WHAT TO PRODUCE: Every line in the data below has to be repeated exactly; no picture belongs in the result.

EXERCISE DATA:

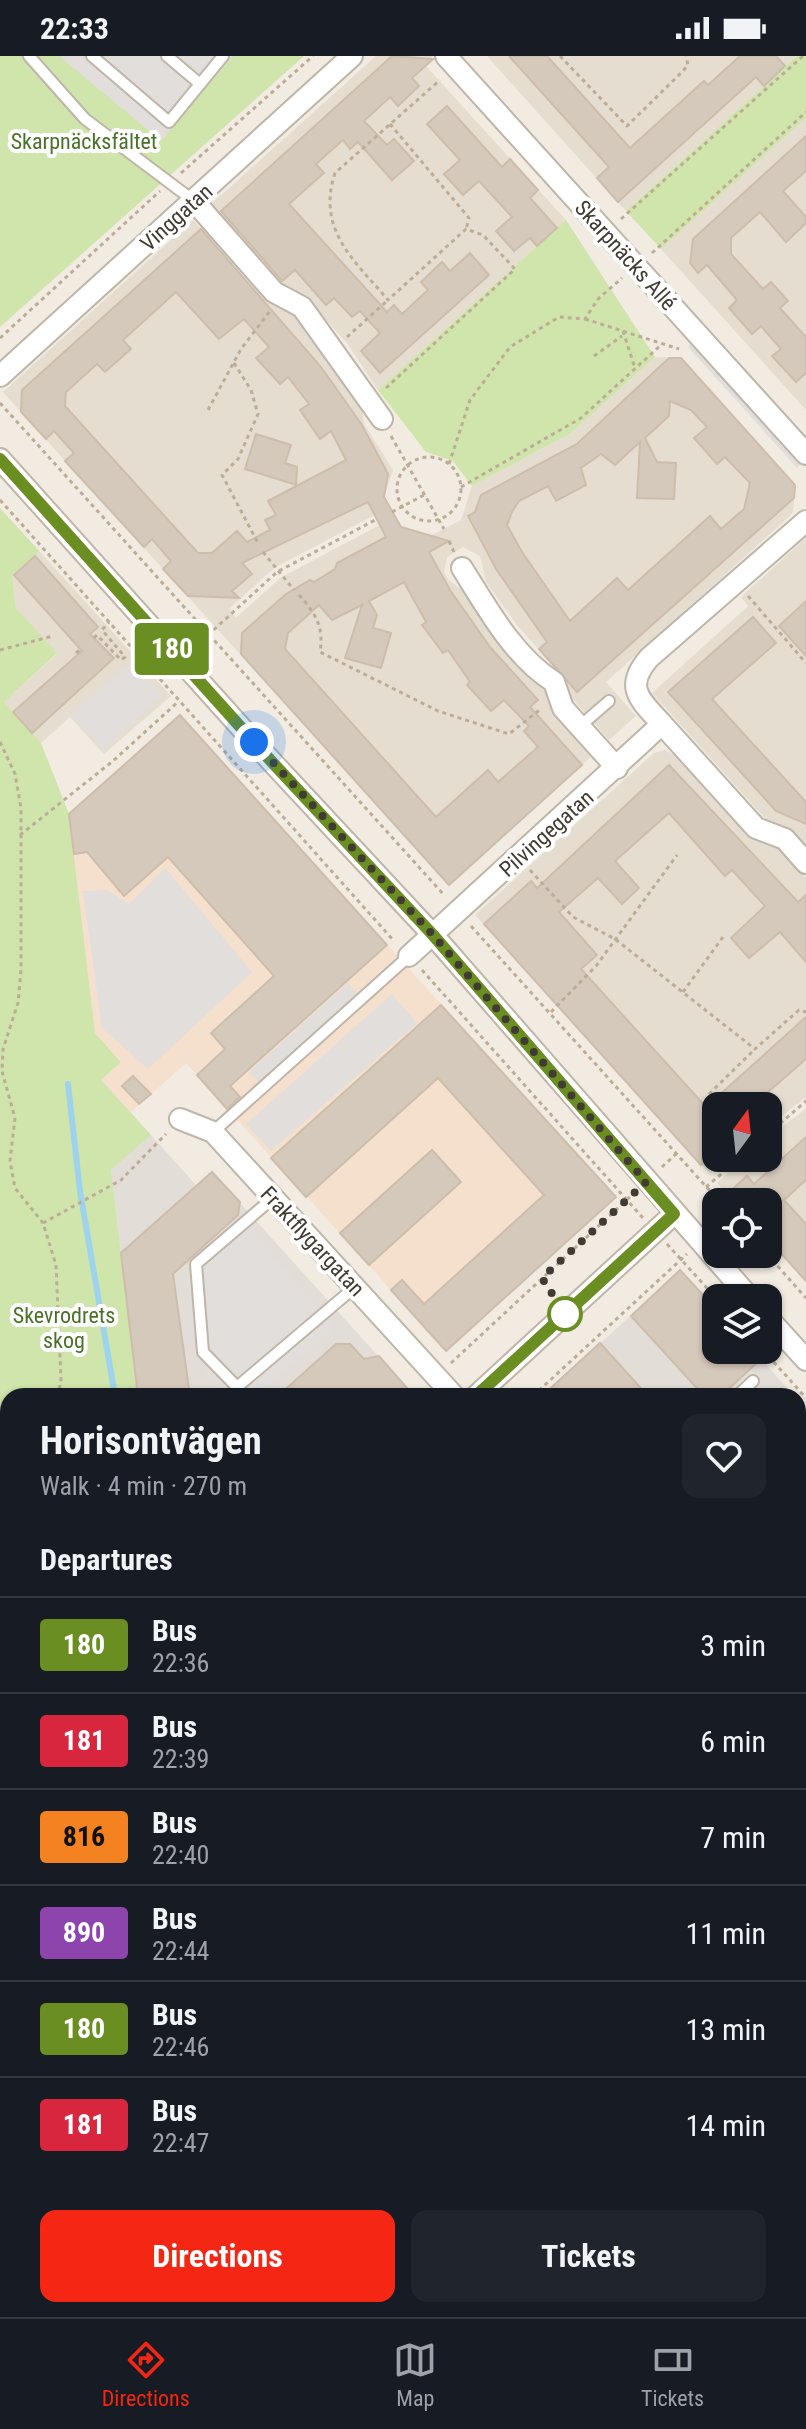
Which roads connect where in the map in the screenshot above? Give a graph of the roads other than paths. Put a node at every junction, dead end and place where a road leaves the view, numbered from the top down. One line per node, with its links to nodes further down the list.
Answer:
1 (29, 56): 8 (lane)
2 (92, 56): 7 (lane)
3 (167, 56): 7 (lane)
4 (223, 56): 7 (lane)
5 (352, 56): 8 (street, Vinggatan)
6 (451, 61): 11 (street, Skarpnäcks Allé)
7 (200, 84)
8 (194, 201): 9 (street, Vinggatan); 10 (street)
9 (0, 376)
10 (376, 410)
11 (806, 454)
12 (0, 459): 20 (street)
13 (806, 521): 16 (street)
14 (462, 568): 17 (street)
15 (609, 701): 17 (lane)
16 (662, 724): 18 (street, Pilvingegatan); 19 (street)
17 (579, 727): 18 (street)
18 (617, 768): 20 (street, Pilvingegatan)
19 (806, 863)
20 (433, 935): 21 (street, Pilvingegatan); 25 (street)
21 (409, 956): 23 (lane, Pilvingegatan)
22 (180, 1119): 23 (street, Fraktflygargatan)
23 (213, 1132): 24 (street, Fraktflygargatan)
24 (273, 1198): 27 (street, Fraktflygargatan); 27 (lane)
25 (674, 1214): 26 (street); 32 (street)
26 (738, 1284)
27 (355, 1287): 31 (street, Fraktflygargatan)
28 (782, 1333): 29 (street)
29 (806, 1360)
30 (753, 1381): 33 (lane)
31 (447, 1388)
32 (485, 1388)
33 (746, 1388)

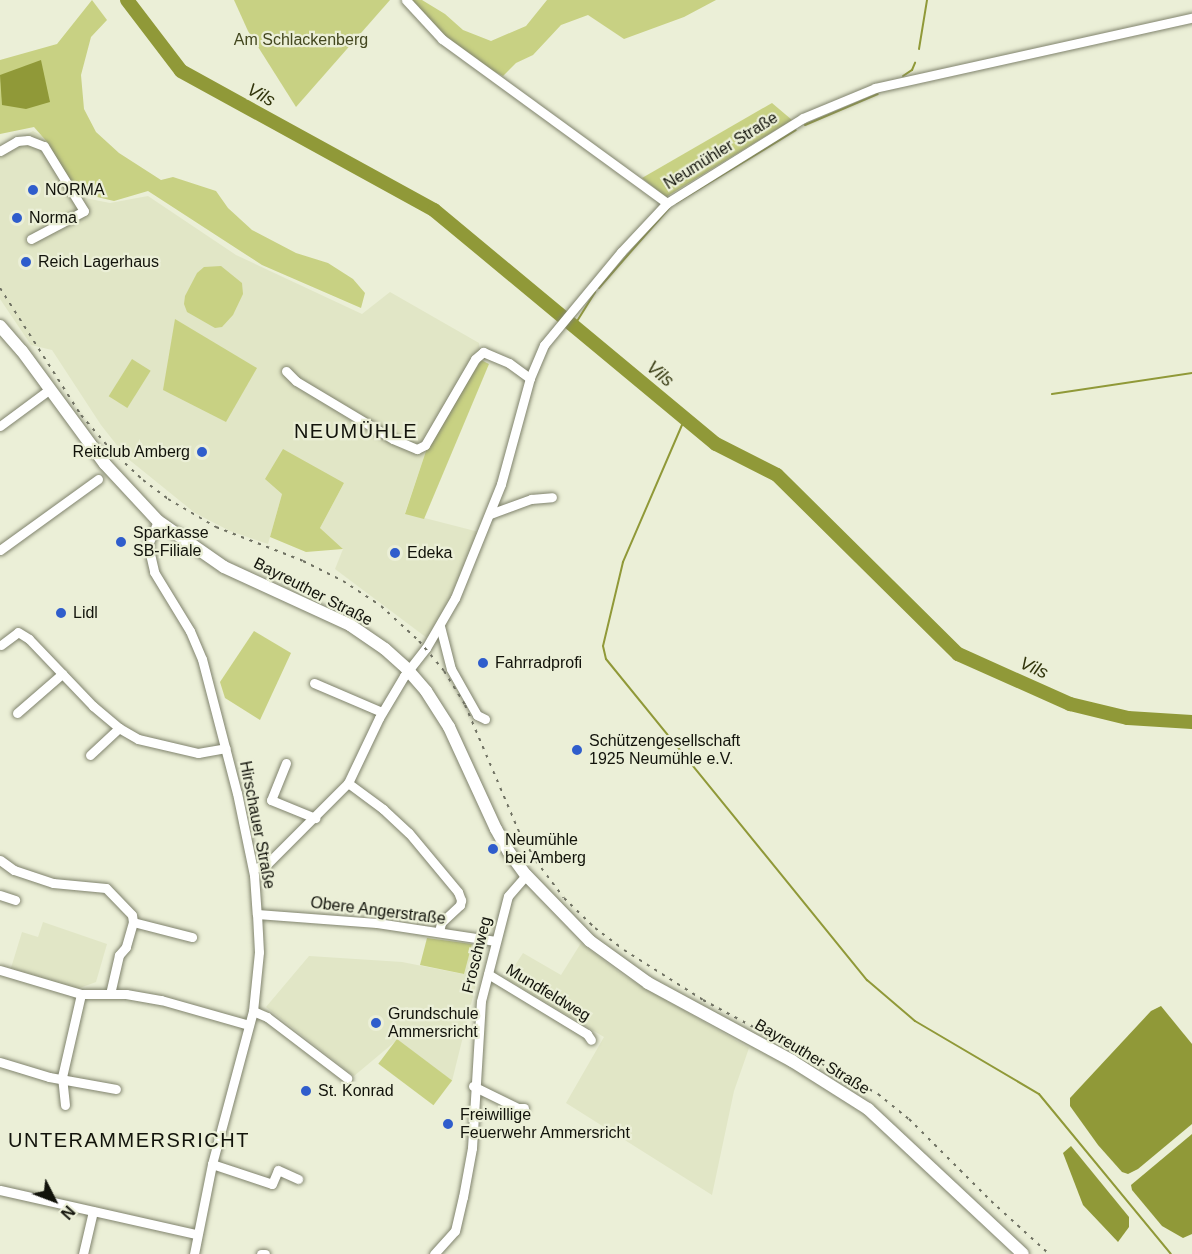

EXPECTED OUTPUT:
Which roads connect where in the map in the screenshot above? Give a graph of the roads other than paths. Put a node at every junction, dead end and place where a road leaves the view, numbered from the top down. One line per node, with its links to nodes further down the list.
Answer:
1 (29, 56): 8 (lane)
2 (92, 56): 7 (lane)
3 (167, 56): 7 (lane)
4 (223, 56): 7 (lane)
5 (352, 56): 8 (street, Vinggatan)
6 (451, 61): 11 (street, Skarpnäcks Allé)
7 (200, 84)
8 (194, 201): 9 (street, Vinggatan); 10 (street)
9 (0, 376)
10 (376, 410)
11 (806, 454)
12 (0, 459): 20 (street)
13 (806, 521): 16 (street)
14 (462, 568): 17 (street)
15 (609, 701): 17 (lane)
16 (662, 724): 18 (street, Pilvingegatan); 19 (street)
17 (579, 727): 18 (street)
18 (617, 768): 20 (street, Pilvingegatan)
19 (806, 863)
20 (433, 935): 21 (street, Pilvingegatan); 25 (street)
21 (409, 956): 23 (lane, Pilvingegatan)
22 (180, 1119): 23 (street, Fraktflygargatan)
23 (213, 1132): 24 (street, Fraktflygargatan)
24 (273, 1198): 27 (street, Fraktflygargatan); 27 (lane)
25 (674, 1214): 26 (street); 32 (street)
26 (738, 1284)
27 (355, 1287): 31 (street, Fraktflygargatan)
28 (782, 1333): 29 (street)
29 (806, 1360)
30 (753, 1381): 33 (lane)
31 (447, 1388)
32 (485, 1388)
33 (746, 1388)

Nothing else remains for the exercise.